There can be data from three different tables in the pg_largeobject: rhq_raw_config rhq_package_bits rhq_drift_file The knowledge base solution should do the trick, but we shouldn't trust that tool since it might not be on the execution path (and all the permission issues considering), so the functionality should be replicated in a light way. Find all the oids from those tables, then check pg_largeobject / pg_largeobject_metadata and remove those lines, which are not in the three tables. Most likely easiest with a single SQL clause and pure JDBC. The automatic unlinking would require a new trigger to the database and a database change, so there's a small problem when it comes to z-stream release.
(In reply to Michael Burman from comment #1) > There can be data from three different tables in the pg_largeobject: > > rhq_raw_config > rhq_package_bits > rhq_drift_file > > The knowledge base solution should do the trick, but we shouldn't trust that > tool since it might not be on the execution path (and all the permission > issues considering), so the functionality should be replicated in a light > way. > > Find all the oids from those tables, then check pg_largeobject / > pg_largeobject_metadata and remove those lines, which are not in the three > tables. Most likely easiest with a single SQL clause and pure JDBC. I suppose a separate workaround for newer versions of PostgreSQL could be created. The issue is that pg_largeobject cannot be accessed by non-superuser and pg_largeobject_metadata was not added until the 9.x stream. This is why the vacuumlo option was chosen. However, the re-index will also require super-user so perhaps my argument is moot. > The automatic unlinking would require a new trigger to the database and a > database change, so there's a small problem when it comes to z-stream > release. Agreed. However, we could do the unlinking ourselves when a delete or update is called on these data types. It would seem the Hibernate has to have some callback method or other option for handling this?

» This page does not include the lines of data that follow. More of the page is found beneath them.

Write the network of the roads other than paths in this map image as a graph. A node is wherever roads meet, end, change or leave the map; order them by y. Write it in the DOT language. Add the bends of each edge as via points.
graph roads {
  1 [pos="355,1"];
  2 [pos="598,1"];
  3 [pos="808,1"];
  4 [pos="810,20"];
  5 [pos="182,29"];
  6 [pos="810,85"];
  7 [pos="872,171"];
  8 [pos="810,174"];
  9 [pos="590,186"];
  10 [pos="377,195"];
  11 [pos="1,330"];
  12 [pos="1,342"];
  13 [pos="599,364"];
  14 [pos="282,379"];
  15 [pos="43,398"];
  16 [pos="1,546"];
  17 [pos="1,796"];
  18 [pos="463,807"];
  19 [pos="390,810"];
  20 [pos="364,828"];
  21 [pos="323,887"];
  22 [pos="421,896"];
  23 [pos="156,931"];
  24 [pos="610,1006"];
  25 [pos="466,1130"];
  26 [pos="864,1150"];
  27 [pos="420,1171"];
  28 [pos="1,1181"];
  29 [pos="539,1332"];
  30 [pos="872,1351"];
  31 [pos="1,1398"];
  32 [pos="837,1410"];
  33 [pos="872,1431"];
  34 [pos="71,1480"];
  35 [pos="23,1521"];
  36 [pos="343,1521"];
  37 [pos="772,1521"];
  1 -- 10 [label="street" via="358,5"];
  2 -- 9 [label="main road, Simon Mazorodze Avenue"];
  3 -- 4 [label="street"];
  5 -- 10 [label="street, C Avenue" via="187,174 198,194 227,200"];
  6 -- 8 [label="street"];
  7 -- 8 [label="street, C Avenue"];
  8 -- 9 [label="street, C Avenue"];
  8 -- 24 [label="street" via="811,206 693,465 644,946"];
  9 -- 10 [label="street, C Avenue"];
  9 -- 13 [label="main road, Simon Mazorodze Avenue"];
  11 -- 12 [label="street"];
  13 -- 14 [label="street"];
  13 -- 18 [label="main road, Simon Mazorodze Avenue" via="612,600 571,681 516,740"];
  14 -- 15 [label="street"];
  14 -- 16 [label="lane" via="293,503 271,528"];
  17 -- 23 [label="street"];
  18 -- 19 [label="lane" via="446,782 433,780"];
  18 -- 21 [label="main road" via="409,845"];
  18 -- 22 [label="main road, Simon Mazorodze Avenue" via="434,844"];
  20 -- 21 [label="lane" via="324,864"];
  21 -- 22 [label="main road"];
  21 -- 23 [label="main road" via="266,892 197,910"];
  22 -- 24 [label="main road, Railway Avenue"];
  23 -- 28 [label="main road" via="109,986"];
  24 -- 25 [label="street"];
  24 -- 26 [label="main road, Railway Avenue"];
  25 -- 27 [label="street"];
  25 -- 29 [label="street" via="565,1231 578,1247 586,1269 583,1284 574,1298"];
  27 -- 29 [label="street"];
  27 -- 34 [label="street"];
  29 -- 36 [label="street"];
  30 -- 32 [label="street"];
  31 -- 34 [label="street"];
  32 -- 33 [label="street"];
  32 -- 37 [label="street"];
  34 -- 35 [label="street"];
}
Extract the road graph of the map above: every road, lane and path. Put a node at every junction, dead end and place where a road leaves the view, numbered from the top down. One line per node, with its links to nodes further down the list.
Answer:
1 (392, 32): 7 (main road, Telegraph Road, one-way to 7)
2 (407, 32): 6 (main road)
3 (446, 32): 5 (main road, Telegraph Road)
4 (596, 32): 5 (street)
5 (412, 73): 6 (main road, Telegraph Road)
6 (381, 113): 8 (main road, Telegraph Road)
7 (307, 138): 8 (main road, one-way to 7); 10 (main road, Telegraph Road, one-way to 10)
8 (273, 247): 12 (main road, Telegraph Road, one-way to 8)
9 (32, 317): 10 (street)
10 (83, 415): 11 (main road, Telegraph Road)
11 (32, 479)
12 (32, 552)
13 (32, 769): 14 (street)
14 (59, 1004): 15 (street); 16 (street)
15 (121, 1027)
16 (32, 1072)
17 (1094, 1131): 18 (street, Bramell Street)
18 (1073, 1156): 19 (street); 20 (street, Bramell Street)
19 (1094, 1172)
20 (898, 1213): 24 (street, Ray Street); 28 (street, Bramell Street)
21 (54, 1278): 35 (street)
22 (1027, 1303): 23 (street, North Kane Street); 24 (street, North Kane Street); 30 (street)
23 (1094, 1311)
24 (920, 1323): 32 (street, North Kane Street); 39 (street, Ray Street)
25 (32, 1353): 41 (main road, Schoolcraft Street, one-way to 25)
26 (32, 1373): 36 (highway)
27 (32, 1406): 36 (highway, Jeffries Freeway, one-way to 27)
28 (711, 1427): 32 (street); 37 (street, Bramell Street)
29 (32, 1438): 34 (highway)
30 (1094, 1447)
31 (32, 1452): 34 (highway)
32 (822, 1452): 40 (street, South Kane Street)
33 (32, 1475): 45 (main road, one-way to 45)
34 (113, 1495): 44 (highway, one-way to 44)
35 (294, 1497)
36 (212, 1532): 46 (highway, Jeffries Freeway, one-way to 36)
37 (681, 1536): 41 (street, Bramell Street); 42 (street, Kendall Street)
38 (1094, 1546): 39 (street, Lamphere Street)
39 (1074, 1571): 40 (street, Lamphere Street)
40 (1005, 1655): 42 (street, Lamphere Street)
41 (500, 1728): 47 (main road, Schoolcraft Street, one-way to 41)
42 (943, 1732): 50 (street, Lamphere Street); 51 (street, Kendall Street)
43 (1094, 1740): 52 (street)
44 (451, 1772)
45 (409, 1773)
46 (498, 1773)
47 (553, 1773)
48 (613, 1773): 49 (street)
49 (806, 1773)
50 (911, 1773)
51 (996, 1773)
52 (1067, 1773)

I'm going to back up a little bit and suggest that we don't do the "fix" part. I've now implemented the fixing strategy in many places (making Postgres to have different delete code than Oracle), but I don't think I can cover all the bases. Problem is that we have multiple "CASCADE" deletes also, and stuff like "Resource-delete" that runs more than dozen different delete query in certain given order. Tracking and finding all the possible cascades if painful - I'm not sure if I can reliably find all of them. And rewriting all the query blocks that might touch the given tables is also very error prone. For example, the whole logic of following query: https://github.com/rhq-project/rhq/blob/master/modules/enterprise/server/jar/src/main/java/org/rhq/enterprise/server/resource/ResourceManagerBean.java#L726 Must be rewritten to have separate stages so I can in the middle put some Postgres-specific code. Same sort of rewrite must be put to 6-7 different places also, with some of them needing new Exception paths that would change interfaces also (to catch errors). After doing few of these, I'm no longer recommending to go forward with that strategy. This will create a huge amount of QE testing, potential problems and I'm not sure if it'll even solve the issue 100%. Instead, as we need to create the purge job in any case, could we just run it on say daily basis? That would clean up any orphan largeobjects from the database. It's more simple to test and it will catch all the places. Obviously, the first clean up run will take a lot longer for customers with large databases already. Should we trigger it from apply-updates also?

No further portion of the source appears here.